### Input material
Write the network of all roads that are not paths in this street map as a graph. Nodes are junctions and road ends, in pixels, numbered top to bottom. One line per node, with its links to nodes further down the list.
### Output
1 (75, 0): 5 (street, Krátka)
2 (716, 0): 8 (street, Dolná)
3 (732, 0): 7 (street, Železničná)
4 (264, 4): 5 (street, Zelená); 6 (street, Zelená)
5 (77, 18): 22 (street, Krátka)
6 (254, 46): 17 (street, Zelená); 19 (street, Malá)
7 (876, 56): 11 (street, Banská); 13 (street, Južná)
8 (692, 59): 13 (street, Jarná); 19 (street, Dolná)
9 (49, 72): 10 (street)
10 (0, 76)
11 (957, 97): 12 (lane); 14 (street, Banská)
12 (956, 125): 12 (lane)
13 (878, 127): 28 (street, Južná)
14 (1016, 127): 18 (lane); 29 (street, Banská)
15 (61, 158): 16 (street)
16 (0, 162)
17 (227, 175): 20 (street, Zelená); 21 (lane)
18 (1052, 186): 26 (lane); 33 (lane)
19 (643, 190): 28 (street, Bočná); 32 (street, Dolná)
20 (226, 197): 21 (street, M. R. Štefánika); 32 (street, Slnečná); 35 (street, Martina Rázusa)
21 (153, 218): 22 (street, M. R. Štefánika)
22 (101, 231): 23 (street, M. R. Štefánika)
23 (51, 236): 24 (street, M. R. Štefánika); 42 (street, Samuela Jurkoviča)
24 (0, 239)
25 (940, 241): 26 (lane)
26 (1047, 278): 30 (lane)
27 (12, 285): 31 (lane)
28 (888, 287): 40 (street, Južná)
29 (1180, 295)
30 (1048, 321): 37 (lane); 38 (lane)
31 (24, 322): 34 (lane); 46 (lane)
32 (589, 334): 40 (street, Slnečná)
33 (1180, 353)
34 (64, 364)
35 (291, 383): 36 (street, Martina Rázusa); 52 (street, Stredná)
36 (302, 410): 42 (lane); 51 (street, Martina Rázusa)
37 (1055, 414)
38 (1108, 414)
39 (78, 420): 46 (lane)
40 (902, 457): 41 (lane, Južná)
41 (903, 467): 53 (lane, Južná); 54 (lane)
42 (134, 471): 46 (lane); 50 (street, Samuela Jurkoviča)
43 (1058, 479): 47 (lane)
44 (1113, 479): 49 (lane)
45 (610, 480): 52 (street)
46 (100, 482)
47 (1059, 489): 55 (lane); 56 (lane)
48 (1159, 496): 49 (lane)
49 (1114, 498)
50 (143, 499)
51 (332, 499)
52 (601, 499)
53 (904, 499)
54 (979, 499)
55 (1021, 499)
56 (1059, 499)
######
# What to work on
From the data above, show each line that contains "Banská".

# Solution to this problem
7 (876, 56): 11 (street, Banská); 13 (street, Južná)
11 (957, 97): 12 (lane); 14 (street, Banská)
14 (1016, 127): 18 (lane); 29 (street, Banská)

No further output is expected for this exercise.